### INFORMATION SHOWN ###
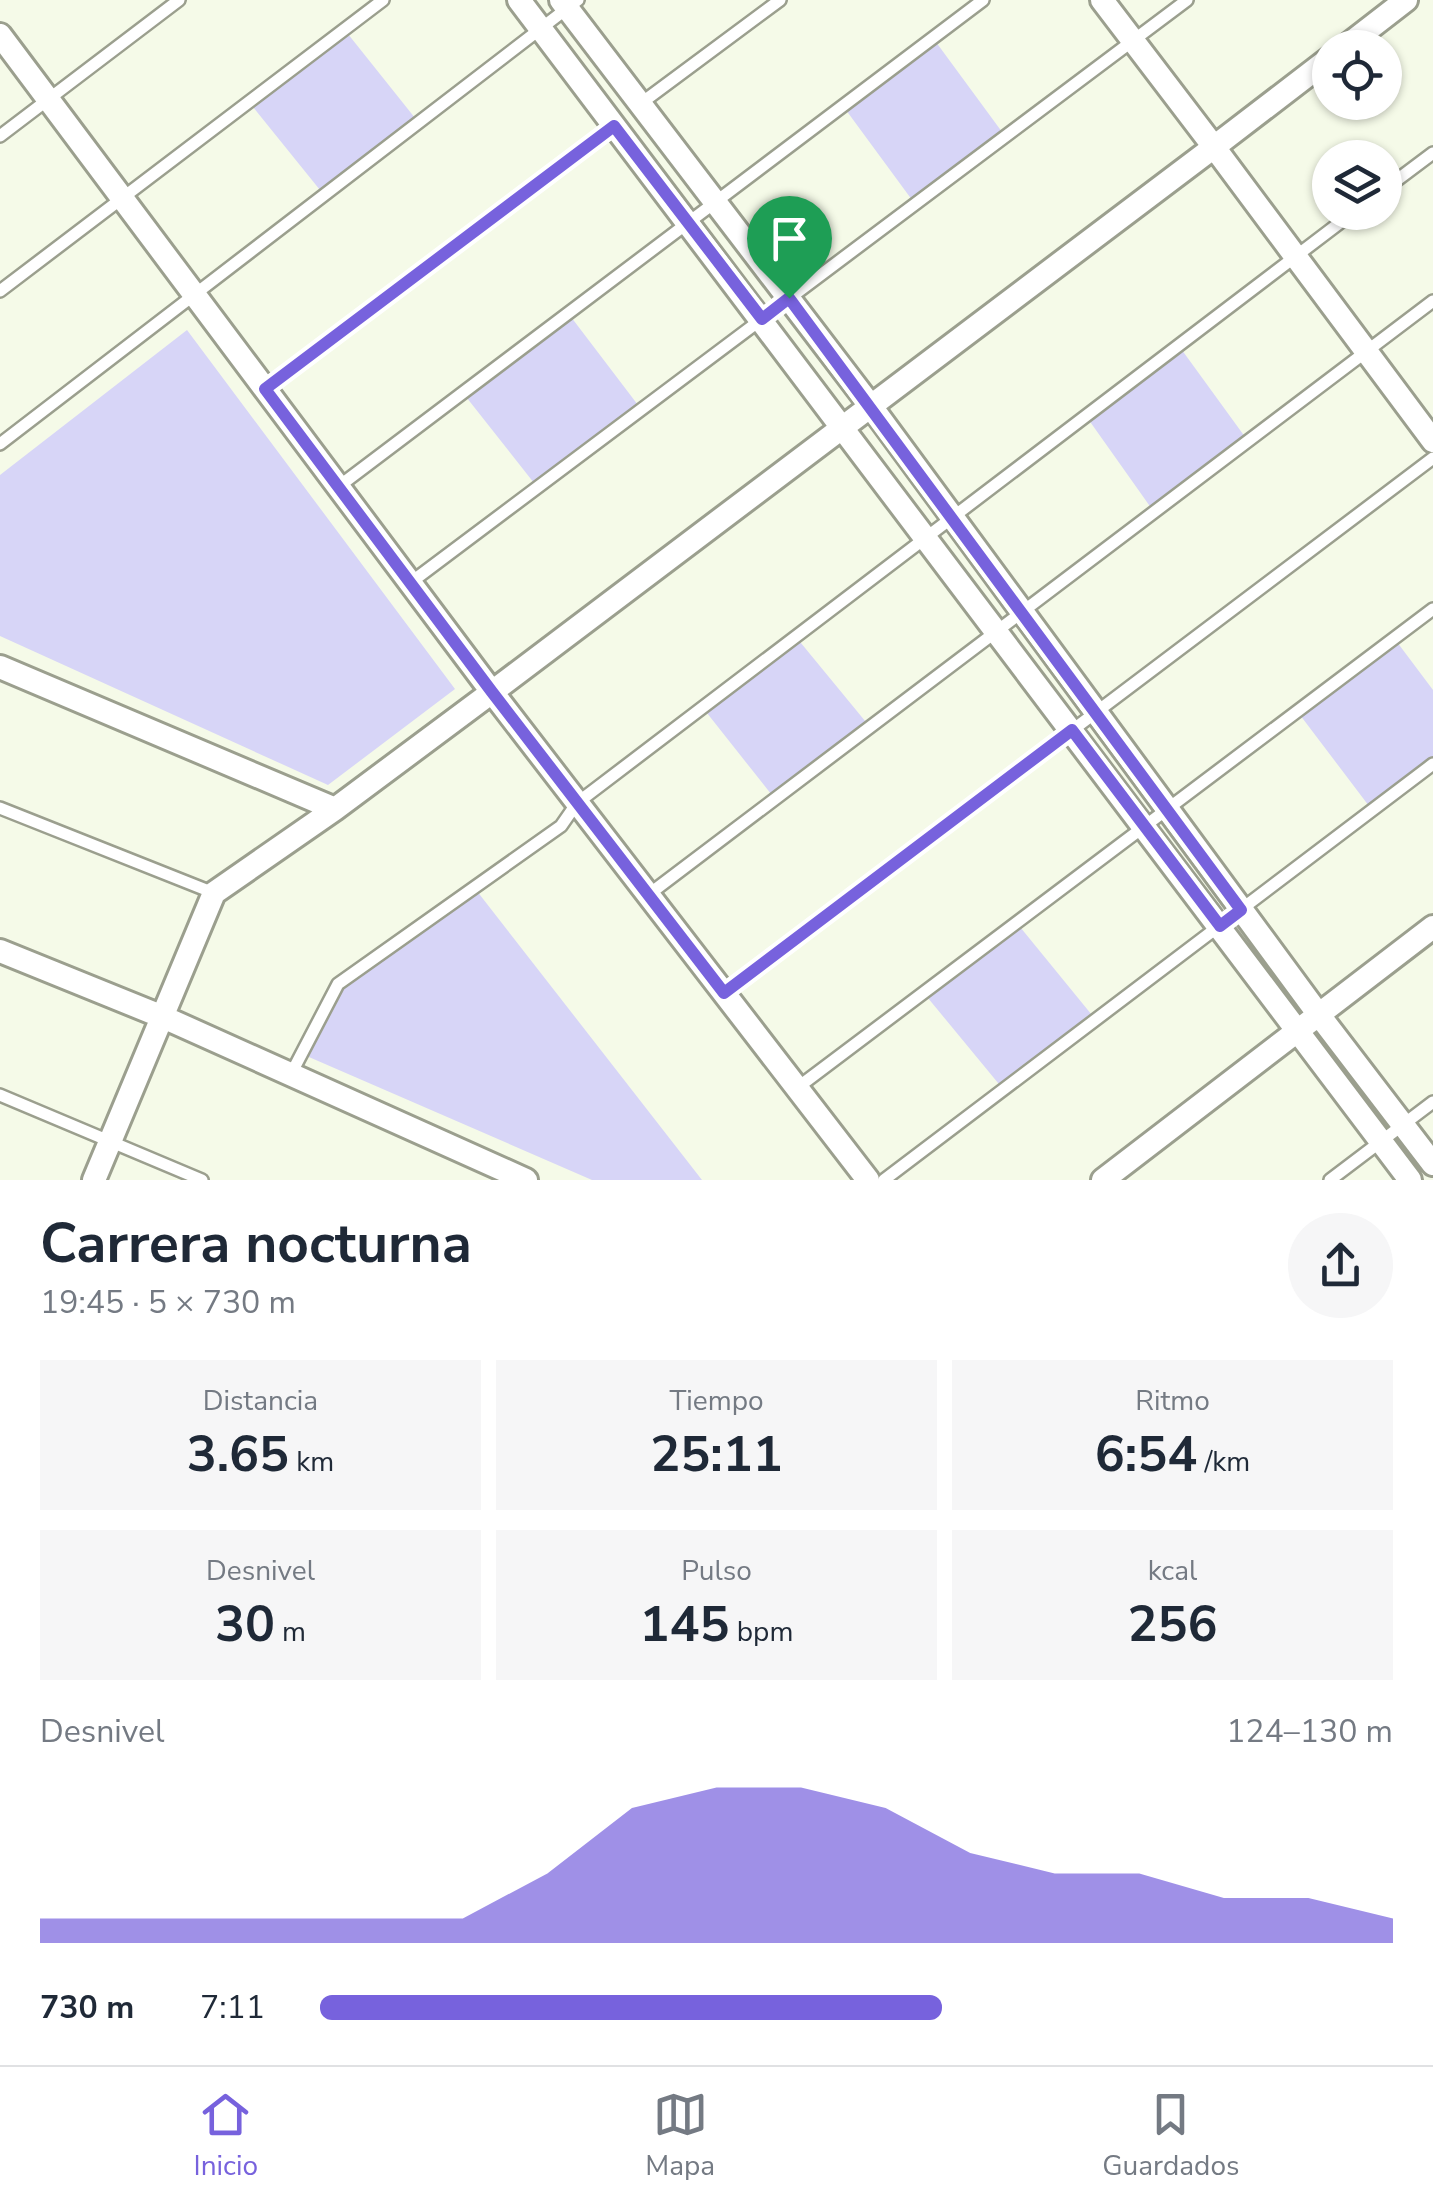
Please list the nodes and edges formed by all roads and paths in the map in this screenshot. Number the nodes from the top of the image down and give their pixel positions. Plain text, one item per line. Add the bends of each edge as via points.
1 (179, 0) edge
2 (382, 0) edge
3 (519, 0) edge
4 (780, 0) edge
5 (982, 0) edge
6 (1102, 0) edge
7 (1186, 0) edge
8 (1406, 0) edge
9 (569, 3) edge
10 (541, 29) junction
11 (1367, 30) edge
12 (0, 35) edge
13 (1133, 40) junction
14 (1312, 72) edge
15 (48, 99) junction
16 (640, 104) junction
17 (614, 126) junction
18 (0, 136) edge
19 (1214, 147) junction
20 (1433, 152) edge
21 (1402, 176) edge
22 (122, 198) junction
23 (715, 202) junction
24 (689, 222) junction
25 (1330, 230) edge
26 (1296, 256) junction
27 (0, 291) edge
28 (194, 295) junction
29 (789, 298) junction
30 (1433, 301) edge
31 (762, 319) junction
32 (1366, 351) junction
33 (265, 389) junction
34 (870, 405) junction
35 (844, 426) junction
36 (1433, 441) edge
37 (0, 444) edge
38 (1433, 458) edge
39 (338, 487) junction
40 (952, 518) junction
41 (927, 537) junction
42 (410, 583) junction
43 (1433, 609) edge
44 (1022, 612) junction
45 (998, 630) junction
46 (0, 667) edge
47 (492, 692) junction
48 (1096, 712) junction
49 (1072, 730) junction
50 (1433, 764) edge
51 (577, 803) junction
52 (0, 808) edge
53 (334, 810) junction
54 (1167, 810) junction
55 (1145, 826) junction
56 (214, 893) junction
57 (648, 895) junction
58 (1241, 910) junction
59 (1220, 926) junction
60 (1433, 927) edge
61 (0, 951) edge
62 (724, 993) junction
63 (1318, 1015) junction
64 (163, 1017) junction
65 (1298, 1030) junction
66 (291, 1074) junction
67 (797, 1088) junction
68 (0, 1095) edge
69 (1433, 1102) edge
70 (1403, 1125) junction
71 (1381, 1141) junction
72 (111, 1142) junction
73 (1433, 1164) edge
74 (94, 1180) edge
75 (202, 1180) edge
76 (526, 1180) edge
77 (868, 1180) edge
78 (884, 1180) edge
79 (1103, 1180) edge
80 (1330, 1180) edge
81 (1410, 1180) edge

1 - 15 lane
2 - 22 lane
3 - 10 street
4 - 16 lane
5 - 23 lane
6 - 13 street
7 - 13 lane
8 - 11 street
9 - 10 lane
9 - 16 street
10 - 17 street
10 - 28 lane
12 - 15 street
13 - 19 street
13 - 29 lane
14 - 19 street
15 - 18 lane
15 - 22 street
16 - 23 street
17 - 24 street
17 - 33 lane
19 - 26 street
19 - 34 street
20 - 21 lane
22 - 27 lane
22 - 28 street
23 - 24 lane
23 - 29 street
24 - 31 street
24 - 39 lane
25 - 26 lane
26 - 32 street
26 - 40 lane
28 - 33 street
28 - 37 lane
29 - 31 lane
29 - 34 street
30 - 32 lane
31 - 35 street
31 - 42 lane
32 - 36 street
32 - 44 lane
33 - 39 street
34 - 35 street
34 - 40 street
35 - 41 street
35 - 47 street
38 - 48 lane
39 - 42 street
40 - 41 lane
40 - 44 street
41 - 45 street
41 - 51 lane
42 - 47 street
43 - 54 lane
44 - 45 lane
44 - 48 street
45 - 49 street
45 - 57 lane
46 - 53 street
47 - 51 street
47 - 53 street
48 - 49 lane
48 - 54 street
49 - 55 street
49 - 62 lane
50 - 58 lane
51 - 57 street
51 - 66 lane via 560,826 338,984
52 - 56 lane
53 - 56 street
54 - 55 lane
54 - 58 street
55 - 59 street
55 - 67 lane
56 - 64 street
57 - 62 street
58 - 59 lane
58 - 63 street
59 - 65 street
59 - 78 lane
60 - 63 street
61 - 64 street
62 - 67 street
63 - 65 street
63 - 70 street
64 - 66 street
64 - 72 street
65 - 71 street
65 - 79 street
66 - 76 street
67 - 77 street
68 - 72 lane
69 - 70 lane
70 - 71 lane
70 - 73 street
71 - 80 lane
71 - 81 street
72 - 74 street
72 - 75 lane

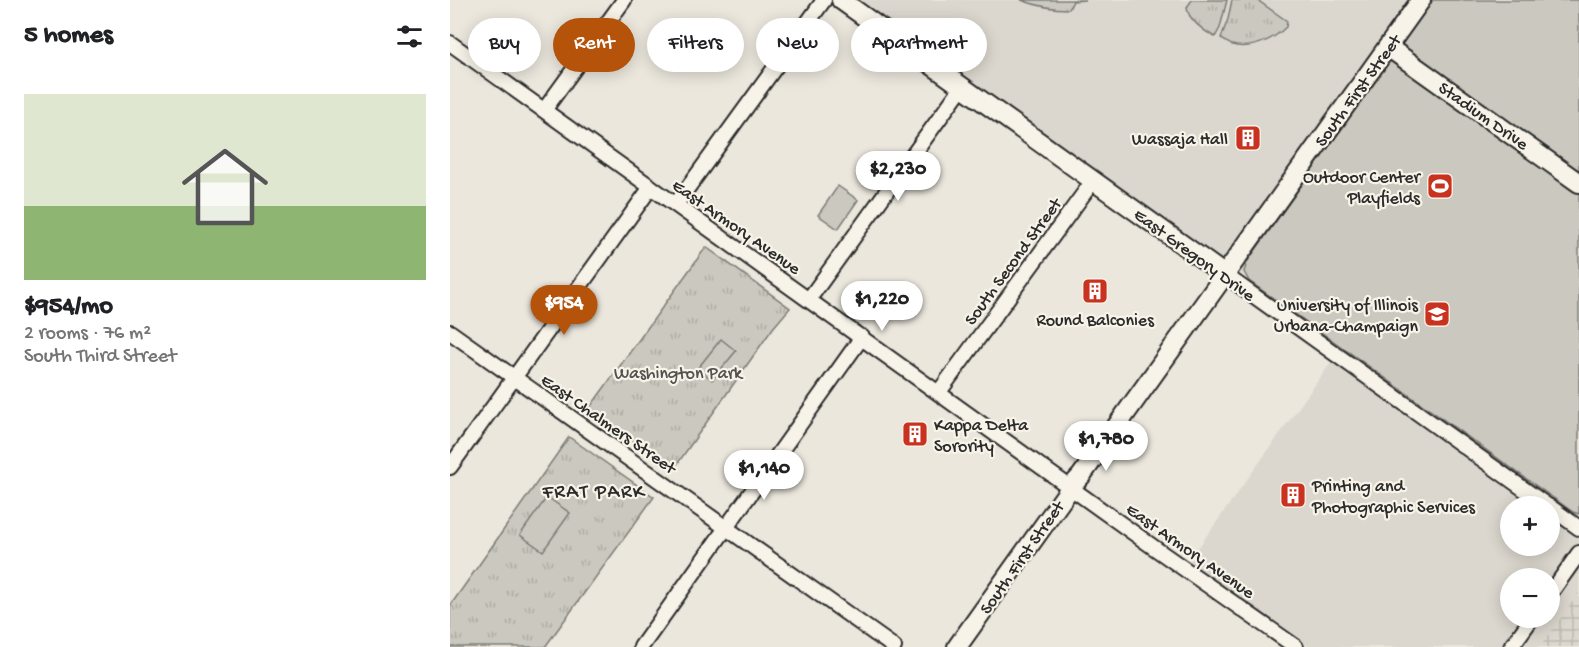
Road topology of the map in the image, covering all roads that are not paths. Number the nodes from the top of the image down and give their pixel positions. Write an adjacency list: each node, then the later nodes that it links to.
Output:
1 (624, 0): 8 (street)
2 (824, 0): 12 (street)
3 (841, 0): 7 (street, East Gregory Drive)
4 (1421, 0): 6 (street, South First Street)
5 (450, 43): 8 (street, East Armory Avenue)
6 (1388, 47): 10 (street, Stadium Drive); 13 (street, South First Street)
7 (962, 87): 9 (street, East Gregory Drive); 14 (street)
8 (544, 109): 11 (street, East Armory Avenue)
9 (1093, 181): 13 (street, East Gregory Drive); 18 (street, South Second Street)
10 (1579, 183)
11 (651, 187): 12 (street, East Armory Avenue); 17 (street)
12 (676, 204): 14 (street, East Armory Avenue)
13 (1225, 275): 20 (street, South First Street); 21 (street, East Gregory Drive)
14 (809, 299): 16 (street, East Armory Avenue)
15 (450, 332): 17 (street, East Chalmers Street)
16 (862, 337): 18 (street, East Armory Avenue); 23 (street)
17 (514, 378): 19 (street); 23 (street, East Chalmers Street)
18 (939, 392): 20 (street, East Armory Avenue)
19 (450, 467)
20 (1071, 487): 28 (street, East Armory Avenue); 31 (street, South First Street)
21 (1534, 496)
22 (1560, 515): 24 (street, East Gregory Drive)
23 (726, 528): 29 (street); 30 (street, East Chalmers Street)
24 (1579, 528)
25 (1579, 553): 26 (street)
26 (1560, 580)
27 (1525, 628): 34 (street)
28 (1279, 635): 32 (street); 33 (street, East Armory Avenue)
29 (641, 647)
30 (894, 647)
31 (957, 647)
32 (1271, 647)
33 (1296, 647)
34 (1511, 647)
###
## WORK ORDER
Line by line, write out the entries exactly, and leave the pictures out.

## THE ANSWER
Please list the nodes and edges formed by all roads and paths in the map in this screenshot. Number the nodes from the top of the image down and give their pixel positions. Plain text, one item per line. Add the bends of each edge as via points.
1 (179, 0) edge
2 (382, 0) edge
3 (519, 0) edge
4 (780, 0) edge
5 (982, 0) edge
6 (1102, 0) edge
7 (1186, 0) edge
8 (1406, 0) edge
9 (569, 3) edge
10 (541, 29) junction
11 (1367, 30) edge
12 (0, 35) edge
13 (1133, 40) junction
14 (1312, 72) edge
15 (48, 99) junction
16 (640, 104) junction
17 (614, 126) junction
18 (0, 136) edge
19 (1214, 147) junction
20 (1433, 152) edge
21 (1402, 176) edge
22 (122, 198) junction
23 (715, 202) junction
24 (689, 222) junction
25 (1330, 230) edge
26 (1296, 256) junction
27 (0, 291) edge
28 (194, 295) junction
29 (789, 298) junction
30 (1433, 301) edge
31 (762, 319) junction
32 (1366, 351) junction
33 (265, 389) junction
34 (870, 405) junction
35 (844, 426) junction
36 (1433, 441) edge
37 (0, 444) edge
38 (1433, 458) edge
39 (338, 487) junction
40 (952, 518) junction
41 (927, 537) junction
42 (410, 583) junction
43 (1433, 609) edge
44 (1022, 612) junction
45 (998, 630) junction
46 (0, 667) edge
47 (492, 692) junction
48 (1096, 712) junction
49 (1072, 730) junction
50 (1433, 764) edge
51 (577, 803) junction
52 (0, 808) edge
53 (334, 810) junction
54 (1167, 810) junction
55 (1145, 826) junction
56 (214, 893) junction
57 (648, 895) junction
58 (1241, 910) junction
59 (1220, 926) junction
60 (1433, 927) edge
61 (0, 951) edge
62 (724, 993) junction
63 (1318, 1015) junction
64 (163, 1017) junction
65 (1298, 1030) junction
66 (291, 1074) junction
67 (797, 1088) junction
68 (0, 1095) edge
69 (1433, 1102) edge
70 (1403, 1125) junction
71 (1381, 1141) junction
72 (111, 1142) junction
73 (1433, 1164) edge
74 (94, 1180) edge
75 (202, 1180) edge
76 (526, 1180) edge
77 (868, 1180) edge
78 (884, 1180) edge
79 (1103, 1180) edge
80 (1330, 1180) edge
81 (1410, 1180) edge

1 - 15 lane
2 - 22 lane
3 - 10 street
4 - 16 lane
5 - 23 lane
6 - 13 street
7 - 13 lane
8 - 11 street
9 - 10 lane
9 - 16 street
10 - 17 street
10 - 28 lane
12 - 15 street
13 - 19 street
13 - 29 lane
14 - 19 street
15 - 18 lane
15 - 22 street
16 - 23 street
17 - 24 street
17 - 33 lane
19 - 26 street
19 - 34 street
20 - 21 lane
22 - 27 lane
22 - 28 street
23 - 24 lane
23 - 29 street
24 - 31 street
24 - 39 lane
25 - 26 lane
26 - 32 street
26 - 40 lane
28 - 33 street
28 - 37 lane
29 - 31 lane
29 - 34 street
30 - 32 lane
31 - 35 street
31 - 42 lane
32 - 36 street
32 - 44 lane
33 - 39 street
34 - 35 street
34 - 40 street
35 - 41 street
35 - 47 street
38 - 48 lane
39 - 42 street
40 - 41 lane
40 - 44 street
41 - 45 street
41 - 51 lane
42 - 47 street
43 - 54 lane
44 - 45 lane
44 - 48 street
45 - 49 street
45 - 57 lane
46 - 53 street
47 - 51 street
47 - 53 street
48 - 49 lane
48 - 54 street
49 - 55 street
49 - 62 lane
50 - 58 lane
51 - 57 street
51 - 66 lane via 560,826 338,984
52 - 56 lane
53 - 56 street
54 - 55 lane
54 - 58 street
55 - 59 street
55 - 67 lane
56 - 64 street
57 - 62 street
58 - 59 lane
58 - 63 street
59 - 65 street
59 - 78 lane
60 - 63 street
61 - 64 street
62 - 67 street
63 - 65 street
63 - 70 street
64 - 66 street
64 - 72 street
65 - 71 street
65 - 79 street
66 - 76 street
67 - 77 street
68 - 72 lane
69 - 70 lane
70 - 71 lane
70 - 73 street
71 - 80 lane
71 - 81 street
72 - 74 street
72 - 75 lane

Road topology of the map in the image, covering all roads that are not paths. Number the nodes from the top of the image down and give their pixel positions. Write an adjacency list: each node, then the later nodes that it links to.
Output:
1 (624, 0): 8 (street)
2 (824, 0): 12 (street)
3 (841, 0): 7 (street, East Gregory Drive)
4 (1421, 0): 6 (street, South First Street)
5 (450, 43): 8 (street, East Armory Avenue)
6 (1388, 47): 10 (street, Stadium Drive); 13 (street, South First Street)
7 (962, 87): 9 (street, East Gregory Drive); 14 (street)
8 (544, 109): 11 (street, East Armory Avenue)
9 (1093, 181): 13 (street, East Gregory Drive); 18 (street, South Second Street)
10 (1579, 183)
11 (651, 187): 12 (street, East Armory Avenue); 17 (street)
12 (676, 204): 14 (street, East Armory Avenue)
13 (1225, 275): 20 (street, South First Street); 21 (street, East Gregory Drive)
14 (809, 299): 16 (street, East Armory Avenue)
15 (450, 332): 17 (street, East Chalmers Street)
16 (862, 337): 18 (street, East Armory Avenue); 23 (street)
17 (514, 378): 19 (street); 23 (street, East Chalmers Street)
18 (939, 392): 20 (street, East Armory Avenue)
19 (450, 467)
20 (1071, 487): 28 (street, East Armory Avenue); 31 (street, South First Street)
21 (1534, 496)
22 (1560, 515): 24 (street, East Gregory Drive)
23 (726, 528): 29 (street); 30 (street, East Chalmers Street)
24 (1579, 528)
25 (1579, 553): 26 (street)
26 (1560, 580)
27 (1525, 628): 34 (street)
28 (1279, 635): 32 (street); 33 (street, East Armory Avenue)
29 (641, 647)
30 (894, 647)
31 (957, 647)
32 (1271, 647)
33 (1296, 647)
34 (1511, 647)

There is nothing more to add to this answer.